You no longer need to act like you’re too cool to care about the environment, Lady Gaga’s sometimes-freakish dress makes her more relatable, and few people question the previously untraditional family depicted in “Modern Family.”

Eastern Nazarene’s visiting professor of journalism, Jonathan Fitzgerald, delves into these examples, and more, to explain why the New Sincerity — not irony — is the ethos of our age.

Released Jan. 8 by Bondfire Books, “Not Your Mother’s Morals: How the New Sincerity is Changing Pop Culture for the Better” explains how popular culture has helped American morality emphasize caring, honesty, and genuinity.

“In recent decades, the virtues of sincerity and authenticity have become among the most prized in our culture. The highest virtue for a 21st century American is to be authentic, to be true to him or herself,” said Fitzgerald.

“The New Sincerity isn’t necessarily a moral thing, but creates a space in which people can have discussions about morality.”

Fitzgerald suggests that three traditional American values dating back to the conservative 1950s are still a part of the New Sincerity: God, Family, and Country.

The New Sincerity is no longer about being too cool to care. Our age is marked by the ‘spiritual, but not religious,’ a group that believes in a divine being, but does not attend church or Sunday afternoon potlucks regularly.

“Rather, the issues at the forefront of contemporary moral consideration are the environment, marriage equality, access to health care, and the responsibilities of wealthy countries to their counterparts in the developing world, to name a few,” writes Fitzgerald.

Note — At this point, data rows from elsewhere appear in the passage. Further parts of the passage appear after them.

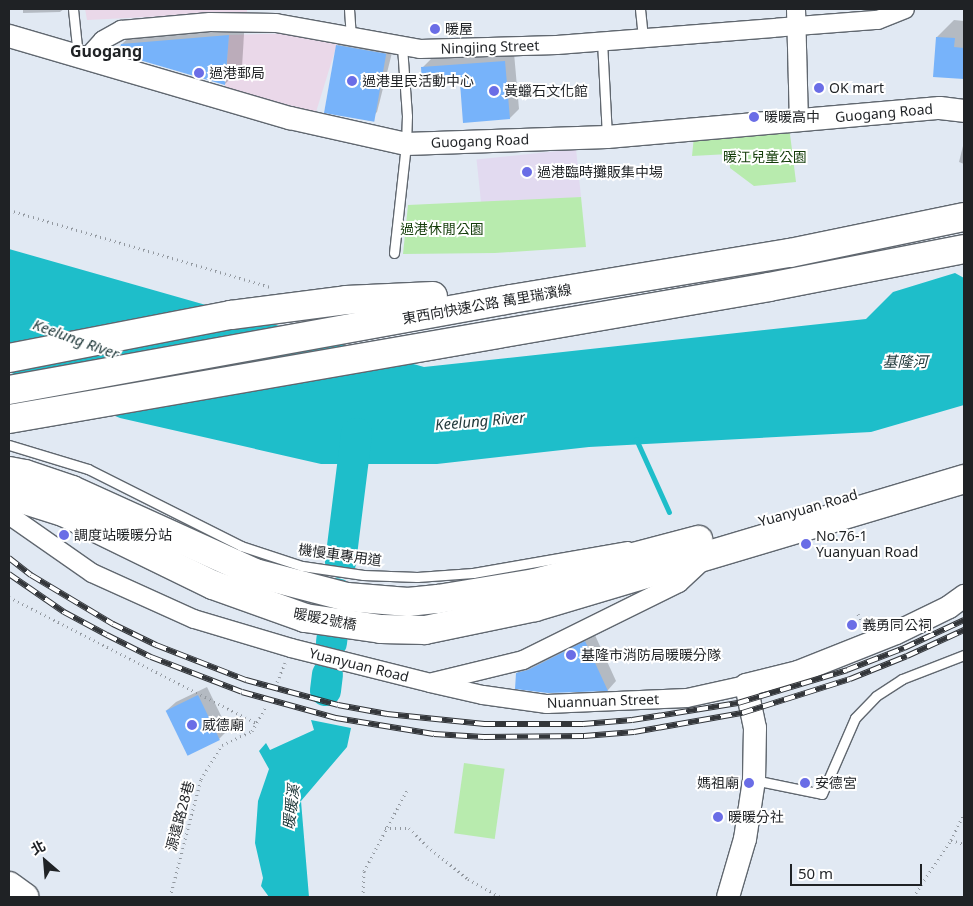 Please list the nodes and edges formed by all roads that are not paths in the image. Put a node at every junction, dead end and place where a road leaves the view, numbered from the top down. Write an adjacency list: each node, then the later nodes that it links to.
1 (73, 9): 11 (lane)
2 (349, 9): 7 (lane)
3 (640, 9): 8 (lane)
4 (905, 9): 5 (street, Ningjing Street)
5 (796, 17): 8 (street, Ningjing Street); 13 (street)
6 (9, 36): 11 (street, Guogang Road)
7 (351, 37): 10 (street, Ningjing Street); 11 (street, Ningjing Street)
8 (643, 38): 9 (street, Ningjing Street)
9 (602, 41): 10 (street, Ningjing Street); 14 (lane)
10 (402, 46): 15 (lane)
11 (82, 58): 15 (street, Guogang Road)
12 (964, 110): 13 (street, Guogang Road)
13 (799, 120): 14 (street, Guogang Road)
14 (607, 136): 15 (street, Guogang Road)
15 (406, 144): 18 (lane)
16 (964, 217): 21 (main road, 東西向快速公路 萬里瑞濱線, bridge)
17 (964, 248): 22 (main road, bridge)
18 (394, 253)
19 (433, 296): 20 (main road, bridge)
20 (9, 358)
21 (9, 390)
22 (9, 419)
23 (9, 445): 29 (lane, 機慢車專用道)
24 (964, 462): 29 (main road, Yuanyuan Road)
25 (9, 471): 30 (main road, 暖暖2號橋)
26 (964, 478): 29 (main road, Yuanyuan Road)
27 (9, 495): 30 (main road, 暖暖2號橋)
28 (9, 514): 33 (street, Yuanyuan Road)
29 (699, 549): 30 (main road, Yuanyuan Road); 33 (street, Yuanyuan Road)
30 (655, 561)
31 (964, 596): 34 (street, Nuannuan Street)
32 (964, 654): 35 (lane)
33 (430, 683): 34 (street, Nuannuan Street)
34 (746, 685): 35 (street)
35 (754, 780): 38 (street)
36 (9, 886): 37 (main road)
37 (24, 897)
38 (728, 897)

While many growing up were told by their parents to shy away from popular culture because music was too secular and television shows were becoming too sexual, Fitzgerald saw good in it and realized it was changing our morals for the better.

For example, shows like “Modern Family” depict how the idea of a traditional family has changed.

“This one family manages to encapsulate all the ways in which the definition of family has shifted and yet, remarkably, their arrangement is not unbelievable.”

Much like how the age of cynicism has come and gone, Fitzgerald admits that the New Sincerity may already be irrelevant.

“This is the nature of our quickly moving culture, and of popular culture especially,” Fitzgerald notes.

Posed by someone with canny pop culture awareness, this intelligent and thought-provoking argument with patches of creative humor make the book a worthwhile read.

“Not Your Mother’s Morals” can be purchased through Amazon, Barnes & Noble, Kobo, and the iBookstore for $3.99.